Instructions for the task:
Where a line of the data below has the string "Ganz", copy that line.

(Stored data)
::::::

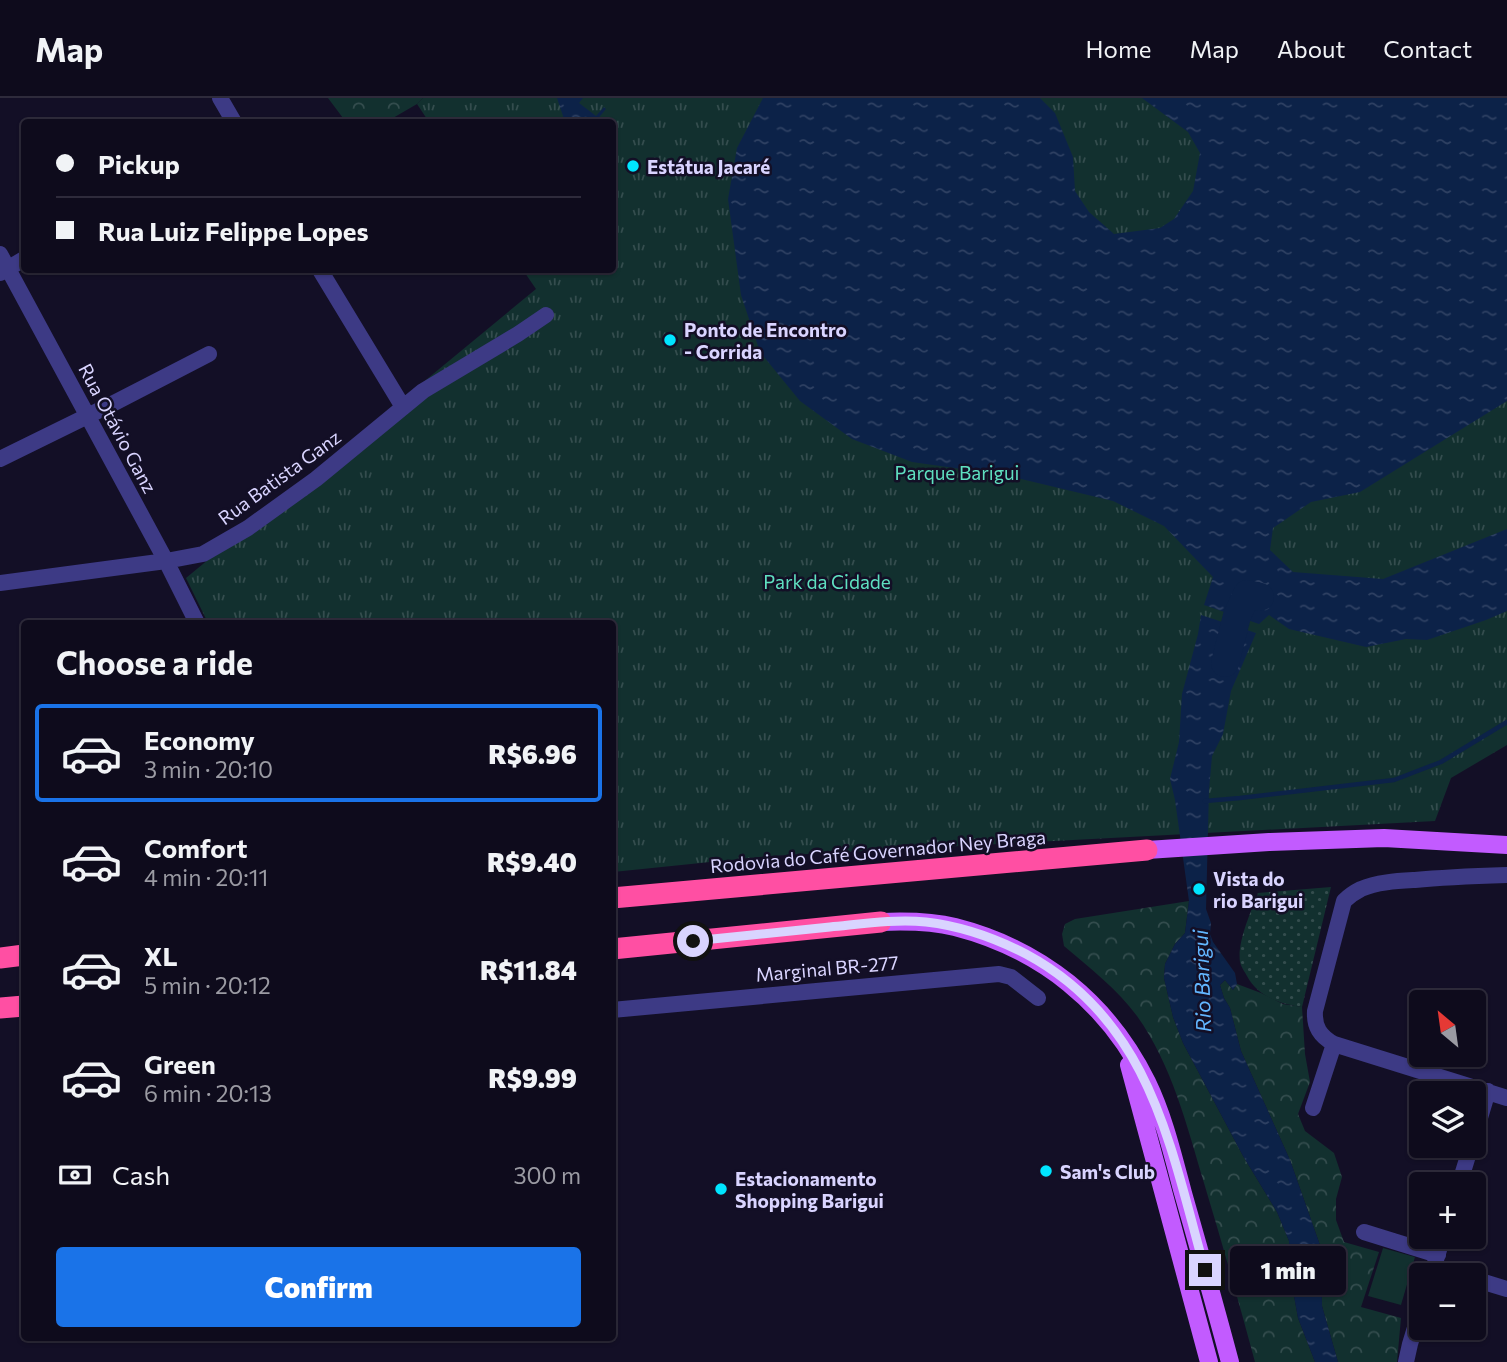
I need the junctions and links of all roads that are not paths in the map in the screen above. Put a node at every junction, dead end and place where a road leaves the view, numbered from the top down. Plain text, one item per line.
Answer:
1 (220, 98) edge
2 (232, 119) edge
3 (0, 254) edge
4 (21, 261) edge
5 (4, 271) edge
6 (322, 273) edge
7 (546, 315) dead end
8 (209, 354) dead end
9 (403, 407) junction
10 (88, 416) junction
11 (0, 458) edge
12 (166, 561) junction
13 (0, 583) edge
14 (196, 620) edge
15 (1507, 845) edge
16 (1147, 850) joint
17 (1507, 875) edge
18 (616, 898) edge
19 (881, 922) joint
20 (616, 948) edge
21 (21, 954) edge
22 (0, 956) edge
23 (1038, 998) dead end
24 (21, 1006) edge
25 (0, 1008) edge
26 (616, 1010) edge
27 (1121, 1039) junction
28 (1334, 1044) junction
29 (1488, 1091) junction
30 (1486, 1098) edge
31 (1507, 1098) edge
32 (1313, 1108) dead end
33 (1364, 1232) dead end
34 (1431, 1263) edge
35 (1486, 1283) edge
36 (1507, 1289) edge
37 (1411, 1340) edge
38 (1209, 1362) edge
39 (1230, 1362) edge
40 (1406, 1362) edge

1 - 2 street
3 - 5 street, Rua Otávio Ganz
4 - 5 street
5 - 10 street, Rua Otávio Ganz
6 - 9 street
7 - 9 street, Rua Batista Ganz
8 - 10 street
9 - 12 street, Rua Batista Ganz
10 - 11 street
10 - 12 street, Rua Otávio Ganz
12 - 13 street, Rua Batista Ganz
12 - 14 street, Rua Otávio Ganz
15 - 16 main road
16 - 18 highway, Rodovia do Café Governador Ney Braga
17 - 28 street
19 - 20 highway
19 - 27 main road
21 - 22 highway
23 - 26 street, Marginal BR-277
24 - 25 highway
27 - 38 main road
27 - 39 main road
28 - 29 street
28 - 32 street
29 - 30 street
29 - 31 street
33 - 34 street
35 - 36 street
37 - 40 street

::::::

Task solution:
3 - 5 street, Rua Otávio Ganz
5 - 10 street, Rua Otávio Ganz
7 - 9 street, Rua Batista Ganz
9 - 12 street, Rua Batista Ganz
10 - 12 street, Rua Otávio Ganz
12 - 13 street, Rua Batista Ganz
12 - 14 street, Rua Otávio Ganz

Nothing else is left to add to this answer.